=== Section Start ===
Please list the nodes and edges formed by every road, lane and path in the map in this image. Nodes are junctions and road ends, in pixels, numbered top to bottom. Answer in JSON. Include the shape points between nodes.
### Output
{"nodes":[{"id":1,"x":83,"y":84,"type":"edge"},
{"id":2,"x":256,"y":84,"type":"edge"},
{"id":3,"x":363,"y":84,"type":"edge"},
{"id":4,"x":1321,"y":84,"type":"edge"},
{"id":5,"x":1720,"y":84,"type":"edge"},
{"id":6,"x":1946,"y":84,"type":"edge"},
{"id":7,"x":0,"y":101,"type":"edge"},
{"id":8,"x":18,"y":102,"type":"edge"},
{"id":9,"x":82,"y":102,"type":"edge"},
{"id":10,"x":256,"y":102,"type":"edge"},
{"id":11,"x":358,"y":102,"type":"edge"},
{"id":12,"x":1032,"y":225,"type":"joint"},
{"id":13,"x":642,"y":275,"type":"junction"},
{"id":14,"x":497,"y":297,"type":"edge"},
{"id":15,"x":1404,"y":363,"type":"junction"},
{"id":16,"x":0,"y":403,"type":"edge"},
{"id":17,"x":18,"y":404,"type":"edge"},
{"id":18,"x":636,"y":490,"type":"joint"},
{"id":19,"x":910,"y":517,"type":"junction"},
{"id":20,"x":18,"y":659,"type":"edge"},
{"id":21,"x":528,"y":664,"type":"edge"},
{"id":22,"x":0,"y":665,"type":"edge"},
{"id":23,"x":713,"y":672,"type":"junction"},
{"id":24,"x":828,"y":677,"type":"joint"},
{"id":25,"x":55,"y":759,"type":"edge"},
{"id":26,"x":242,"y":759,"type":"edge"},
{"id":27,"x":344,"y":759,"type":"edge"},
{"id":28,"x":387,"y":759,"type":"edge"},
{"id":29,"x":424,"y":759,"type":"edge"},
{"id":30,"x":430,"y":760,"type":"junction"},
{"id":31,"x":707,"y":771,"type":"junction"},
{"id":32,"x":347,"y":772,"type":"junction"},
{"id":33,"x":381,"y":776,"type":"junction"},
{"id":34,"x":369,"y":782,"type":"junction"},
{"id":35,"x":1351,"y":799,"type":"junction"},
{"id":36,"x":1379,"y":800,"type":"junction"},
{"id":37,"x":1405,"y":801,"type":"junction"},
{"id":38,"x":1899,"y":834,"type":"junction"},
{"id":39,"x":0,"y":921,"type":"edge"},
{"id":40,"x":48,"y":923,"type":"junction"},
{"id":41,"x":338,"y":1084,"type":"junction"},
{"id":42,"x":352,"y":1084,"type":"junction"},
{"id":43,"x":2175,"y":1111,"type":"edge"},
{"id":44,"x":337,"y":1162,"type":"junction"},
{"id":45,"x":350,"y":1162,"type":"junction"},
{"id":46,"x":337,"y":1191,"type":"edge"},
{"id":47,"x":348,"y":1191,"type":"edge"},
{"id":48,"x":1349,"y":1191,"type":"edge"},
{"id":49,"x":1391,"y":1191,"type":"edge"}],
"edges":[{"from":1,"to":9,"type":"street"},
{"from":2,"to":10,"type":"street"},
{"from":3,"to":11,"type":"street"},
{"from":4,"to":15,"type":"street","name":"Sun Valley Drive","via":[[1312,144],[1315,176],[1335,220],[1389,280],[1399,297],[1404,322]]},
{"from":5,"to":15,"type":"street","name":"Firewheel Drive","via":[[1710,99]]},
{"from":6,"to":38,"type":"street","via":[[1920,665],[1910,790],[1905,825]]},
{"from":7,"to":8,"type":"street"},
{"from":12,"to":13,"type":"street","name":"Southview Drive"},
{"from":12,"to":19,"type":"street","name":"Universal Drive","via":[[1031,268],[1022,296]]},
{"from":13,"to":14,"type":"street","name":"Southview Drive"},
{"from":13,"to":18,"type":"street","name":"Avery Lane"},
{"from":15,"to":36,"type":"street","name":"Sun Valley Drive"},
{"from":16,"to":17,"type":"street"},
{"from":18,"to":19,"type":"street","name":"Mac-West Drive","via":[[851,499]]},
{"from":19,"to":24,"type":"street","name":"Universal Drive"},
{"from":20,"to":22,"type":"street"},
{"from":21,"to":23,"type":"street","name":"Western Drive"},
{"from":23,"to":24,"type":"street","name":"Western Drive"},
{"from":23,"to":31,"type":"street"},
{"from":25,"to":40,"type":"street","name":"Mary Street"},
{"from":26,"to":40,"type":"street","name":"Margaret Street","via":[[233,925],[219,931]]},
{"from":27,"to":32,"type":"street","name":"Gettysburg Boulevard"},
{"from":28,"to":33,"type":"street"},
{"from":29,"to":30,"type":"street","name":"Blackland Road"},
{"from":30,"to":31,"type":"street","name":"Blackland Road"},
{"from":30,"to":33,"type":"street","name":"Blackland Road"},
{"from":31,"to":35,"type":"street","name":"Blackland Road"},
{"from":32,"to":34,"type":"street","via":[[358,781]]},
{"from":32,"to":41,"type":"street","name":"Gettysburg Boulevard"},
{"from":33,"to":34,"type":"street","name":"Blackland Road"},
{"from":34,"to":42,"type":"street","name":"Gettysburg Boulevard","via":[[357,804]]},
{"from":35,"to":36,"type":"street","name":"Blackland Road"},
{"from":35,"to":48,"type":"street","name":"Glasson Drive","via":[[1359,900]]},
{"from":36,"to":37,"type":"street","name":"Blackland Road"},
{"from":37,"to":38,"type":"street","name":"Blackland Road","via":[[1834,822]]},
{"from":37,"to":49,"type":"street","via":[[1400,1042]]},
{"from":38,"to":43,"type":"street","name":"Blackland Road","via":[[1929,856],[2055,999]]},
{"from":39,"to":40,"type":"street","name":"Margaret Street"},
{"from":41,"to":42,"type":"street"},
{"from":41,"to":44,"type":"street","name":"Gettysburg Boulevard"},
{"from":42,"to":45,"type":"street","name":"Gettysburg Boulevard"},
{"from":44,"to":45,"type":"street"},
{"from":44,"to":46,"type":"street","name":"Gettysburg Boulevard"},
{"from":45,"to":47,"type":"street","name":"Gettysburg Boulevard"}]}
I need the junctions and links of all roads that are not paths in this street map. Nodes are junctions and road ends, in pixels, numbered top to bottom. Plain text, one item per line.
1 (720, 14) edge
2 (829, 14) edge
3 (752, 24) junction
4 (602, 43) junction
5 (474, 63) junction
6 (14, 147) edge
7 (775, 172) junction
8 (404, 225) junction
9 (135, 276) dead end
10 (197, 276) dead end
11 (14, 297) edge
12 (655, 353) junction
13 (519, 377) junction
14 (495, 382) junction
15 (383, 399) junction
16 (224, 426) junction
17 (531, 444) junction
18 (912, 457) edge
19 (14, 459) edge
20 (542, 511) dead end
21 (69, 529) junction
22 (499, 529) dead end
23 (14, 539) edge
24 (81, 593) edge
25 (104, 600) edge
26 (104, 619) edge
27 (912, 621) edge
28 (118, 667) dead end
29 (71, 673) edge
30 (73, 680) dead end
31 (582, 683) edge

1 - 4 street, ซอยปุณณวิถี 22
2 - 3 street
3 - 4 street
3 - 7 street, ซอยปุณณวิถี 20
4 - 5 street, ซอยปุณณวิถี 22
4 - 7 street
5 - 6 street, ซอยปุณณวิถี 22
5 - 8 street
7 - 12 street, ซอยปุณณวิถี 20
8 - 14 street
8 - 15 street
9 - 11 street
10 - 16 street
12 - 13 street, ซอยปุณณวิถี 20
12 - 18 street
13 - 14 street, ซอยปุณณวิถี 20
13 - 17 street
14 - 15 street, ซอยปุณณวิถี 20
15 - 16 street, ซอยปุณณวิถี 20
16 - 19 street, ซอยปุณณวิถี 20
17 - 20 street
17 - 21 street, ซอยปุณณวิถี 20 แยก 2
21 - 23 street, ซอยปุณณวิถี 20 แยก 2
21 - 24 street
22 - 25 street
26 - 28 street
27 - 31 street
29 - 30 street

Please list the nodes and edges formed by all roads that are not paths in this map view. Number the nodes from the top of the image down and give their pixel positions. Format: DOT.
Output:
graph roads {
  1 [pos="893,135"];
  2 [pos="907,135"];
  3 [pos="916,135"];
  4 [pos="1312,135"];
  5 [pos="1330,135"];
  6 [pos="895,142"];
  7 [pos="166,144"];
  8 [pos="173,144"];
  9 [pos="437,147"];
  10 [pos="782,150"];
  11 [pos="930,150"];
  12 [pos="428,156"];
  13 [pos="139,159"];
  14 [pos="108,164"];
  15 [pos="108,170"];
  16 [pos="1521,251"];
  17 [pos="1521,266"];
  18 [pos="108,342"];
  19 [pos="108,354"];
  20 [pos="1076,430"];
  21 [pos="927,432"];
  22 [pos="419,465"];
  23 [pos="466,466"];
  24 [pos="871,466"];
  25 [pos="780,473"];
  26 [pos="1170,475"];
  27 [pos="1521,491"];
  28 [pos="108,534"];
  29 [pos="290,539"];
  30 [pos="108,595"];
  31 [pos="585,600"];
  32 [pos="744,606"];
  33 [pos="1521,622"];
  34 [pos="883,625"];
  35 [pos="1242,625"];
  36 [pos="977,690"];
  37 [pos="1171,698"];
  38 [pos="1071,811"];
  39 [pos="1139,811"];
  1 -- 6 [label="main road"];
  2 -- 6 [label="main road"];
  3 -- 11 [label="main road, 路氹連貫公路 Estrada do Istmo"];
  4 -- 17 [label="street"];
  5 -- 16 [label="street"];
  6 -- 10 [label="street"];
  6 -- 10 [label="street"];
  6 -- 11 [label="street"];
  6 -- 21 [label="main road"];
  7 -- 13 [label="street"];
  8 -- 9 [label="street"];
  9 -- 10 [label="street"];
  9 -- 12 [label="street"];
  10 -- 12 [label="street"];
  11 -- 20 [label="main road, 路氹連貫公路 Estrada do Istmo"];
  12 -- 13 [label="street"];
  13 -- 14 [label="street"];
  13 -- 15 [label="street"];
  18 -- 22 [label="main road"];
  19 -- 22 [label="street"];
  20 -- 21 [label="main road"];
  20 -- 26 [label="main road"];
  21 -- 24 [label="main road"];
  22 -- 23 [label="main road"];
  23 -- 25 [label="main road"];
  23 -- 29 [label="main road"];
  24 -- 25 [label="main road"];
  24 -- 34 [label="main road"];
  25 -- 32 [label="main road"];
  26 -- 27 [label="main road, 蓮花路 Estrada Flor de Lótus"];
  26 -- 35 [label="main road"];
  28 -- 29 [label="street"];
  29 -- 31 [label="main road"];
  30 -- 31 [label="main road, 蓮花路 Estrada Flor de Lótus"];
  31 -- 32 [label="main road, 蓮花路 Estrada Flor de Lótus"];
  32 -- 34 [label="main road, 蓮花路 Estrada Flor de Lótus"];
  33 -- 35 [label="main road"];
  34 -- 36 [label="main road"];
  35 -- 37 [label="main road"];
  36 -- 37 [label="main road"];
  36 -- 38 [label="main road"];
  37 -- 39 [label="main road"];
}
=== Section End ===
Would you please copy every line in the data that contains the word "Southview"?

▶ _Exercise answer_
{"from":12,"to":13,"type":"street","name":"Southview Drive"},
{"from":13,"to":14,"type":"street","name":"Southview Drive"},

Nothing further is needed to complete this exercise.